If you’re a proponent of universal healthcare, I have a homework assignment for you.  I want you to do a comparsion between new drugs (i.e., cures) coming out of American companies financed by our current, evil for-profit healthcare industry versus new drugs coming out of every nation which has universal healthcare combined.

I’ll give you a hint: America produces almost all of it.  And why?  Because they have the money – and the incentive – to do so.

Take away a profit motive from the pharmaceutical industry and it disappears.  Say goodbye to all advances in medicine.  All.  With the exception of a few new surgical techniques that only slightly mitigate risk or reduce time on the operating table, the number of medical advances coming out of this country dwarves the rest of the world by such a large degree that it isn’t a stretch to say that America carries the advancement of medicine.

So the next time you bear witness to – or espouse yourself - the glory of a single payer system, unless you can explain how and why new drugs will continue to appear on the market, you need to weigh the overall good of finding new cures or applying existing ones more often, even to people who can’t pay.

But here’s the one fel swoop that explains the liberals’ love with universal healthcare.  To quote Bill Maher, “But this isn’t like any other industry [where you can profit off of goods sold].  This is people’s health!”

No, Bill.  It’s exactly like every other industry.  Watch me use your same reasoning to explain why everything should be government-provided to everyone, even the poor, unemployed, and lazy.

If you don’t breathe, you die.  Fortunately, air is free.

If you don’t drink, you die.  Fortunately, water is essentially free – we have public restrooms, water fountains, etc. all over the place.

If you don’t eat, you die.  Therefore, food should be provided to everyone free of charge.  (Guess what, we already have this one covered via food stamps and homeless shelters.  Gosh, we’re swell).

If you don’t heat your house in the winter, you die.  Therefore, all utilities should be provided to everyone free of charge.

If you don’t have a car, you can’t get to work.  Then you can’t afford all of the things that aren’t free yet, so therefore ,you die.  Cars and gas should be provided to all Americans free of charge.

This is people’s health we’re talking about!

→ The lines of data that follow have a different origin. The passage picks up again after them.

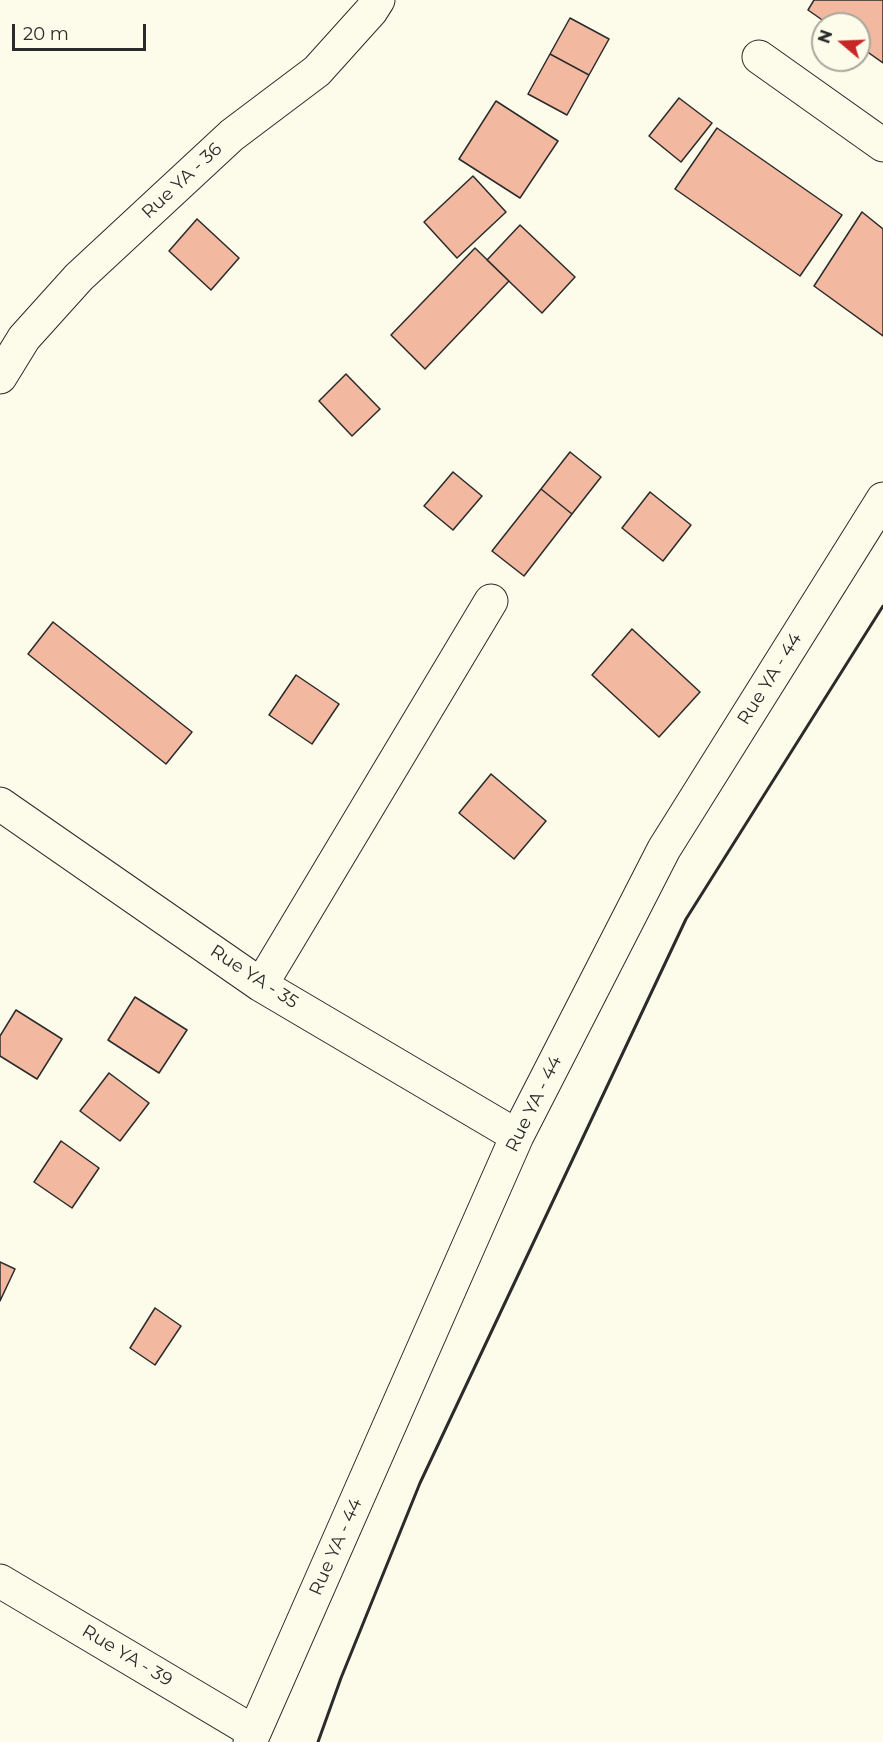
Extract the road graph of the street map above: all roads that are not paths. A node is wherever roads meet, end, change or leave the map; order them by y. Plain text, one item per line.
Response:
1 (378, 0) edge
2 (759, 57) dead end
3 (883, 145) edge
4 (12, 333) edge
5 (0, 377) edge
6 (883, 499) edge
7 (491, 601) dead end
8 (0, 804) edge
9 (261, 984) junction
10 (517, 1136) junction
11 (0, 1581) edge
12 (252, 1737) edge

1 - 4 street, Rue YA - 36
2 - 3 street
4 - 5 street, Rue YA - 36
6 - 10 street, Rue YA - 44
7 - 9 street
8 - 9 street, Rue YA - 35
9 - 10 street, Rue YA - 35
10 - 12 street, Rue YA - 44
11 - 12 street, Rue YA - 39

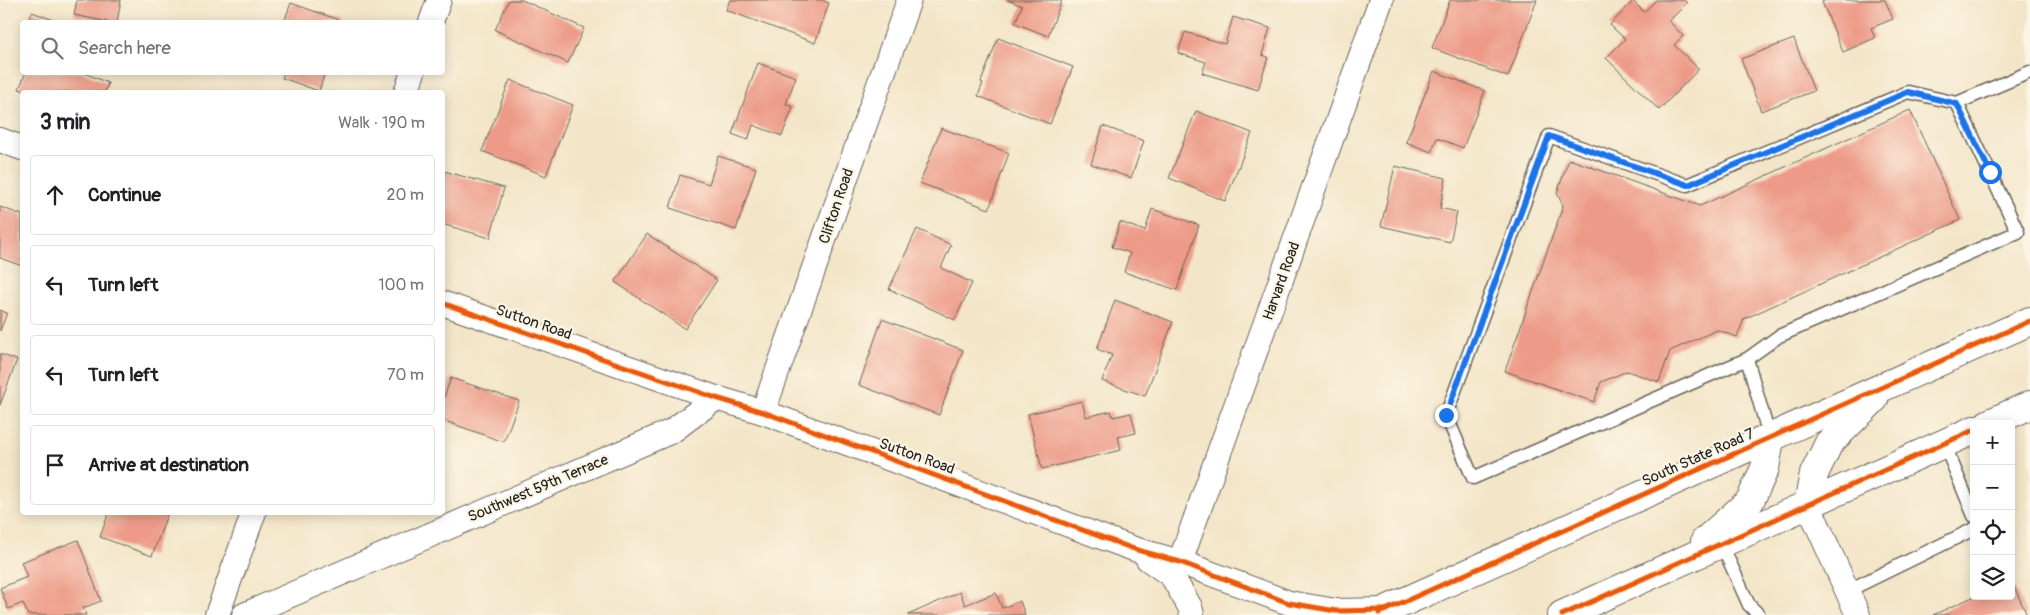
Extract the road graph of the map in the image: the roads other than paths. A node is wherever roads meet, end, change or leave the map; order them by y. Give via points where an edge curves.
1 (439, 0) edge
2 (909, 0) edge
3 (1381, 0) edge
4 (432, 20) edge
5 (2030, 72) edge
6 (412, 75) edge
7 (407, 90) edge
8 (1957, 104) junction
9 (0, 140) edge
10 (20, 147) edge
11 (445, 304) edge
12 (2030, 321) edge
13 (1747, 359) junction
14 (1887, 385) junction
15 (716, 398) junction
16 (2030, 405) edge
17 (763, 412) junction
18 (1997, 420) edge
19 (1970, 432) edge
20 (1770, 439) junction
21 (1944, 443) junction
22 (1808, 504) junction
23 (1972, 510) edge
24 (253, 515) edge
25 (1970, 531) edge
26 (1721, 543) junction
27 (1134, 550) junction
28 (1685, 559) junction
29 (1180, 562) junction
30 (1847, 591) junction
31 (1380, 612) edge
32 (217, 615) edge
33 (244, 615) edge
34 (1192, 615) edge
35 (1562, 615) edge
36 (1759, 615) edge
37 (1858, 615) edge

1 - 4 street
2 - 17 street, Clifton Road
3 - 29 street, Harvard Road
5 - 8 lane
6 - 7 street
8 - 13 lane via 2018,232 1779,336
8 - 13 lane via 1908,92 1688,185 1549,136 1446,415 1473,478
9 - 10 street
11 - 15 street, Sutton Road
12 - 14 main road, South State Road 7
13 - 20 lane
14 - 20 main road, South State Road 7
14 - 22 main road via 1830,443 1814,474
15 - 17 street, Sutton Road
15 - 33 street, Southwest 59th Terrace via 672,431
16 - 18 main road
17 - 27 street, Sutton Road
19 - 21 main road
20 - 28 main road via 1765,468 1750,501
20 - 31 main road, South State Road 7
21 - 22 main road
21 - 23 lane
22 - 26 main road
22 - 30 street
24 - 32 street
25 - 30 lane
26 - 28 main road
26 - 36 lane via 1749,604
27 - 29 street, Sutton Road
27 - 34 street, Sutton Road via 1172,576
28 - 35 main road
29 - 31 street, Sutton Road via 1289,603 1336,611
30 - 37 street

Ultimately, all of the things I’m talking about – food, shelter, even water, and medicine have to be provided by people and those people have to be paid for their time, effort, and expertise.  When you take away these peoples’ chances or rights to profit from their services, what drives their incentive to continue to deliver these services?  The goodness of their hearts?  Give me a break.  Are you really that naive?  Are you really that idealistic that you think people are going to tirelessly work to provide you with goods and services and get nothing (or less than they could otherwise get doing something else) in return?  99.9% of the people who would say yes to this question have never spent a minute of time in their lives doing volunteer work, but in their worldview, other people will even if they won’t.  Fools.

Human nature is immutable and more powerful than your ideas.  Don’t make a plan based on how humans should function – make a plan based on how they do function.  It’s a waste of energy to think or expect people to change.  They won’t.  We have to work with what we have – and what we have are inherently selfish, inherently lazy people who nearly always do what’s in their own best interests with total disregard or indifference to the interests of everyone around them.  The best way to get people to get off their asses and do things – like work a society – is to give them some incentive.  Make it their interest to do something and they’ll do it.  Give them a speech about helping everyone and working together and they’ll ignore you and go back to watching satellite TV, drinking beer, and procreating new wards of the state.

Your idealism doesn’t do you or us any good.  For the love of god, come back down to earth.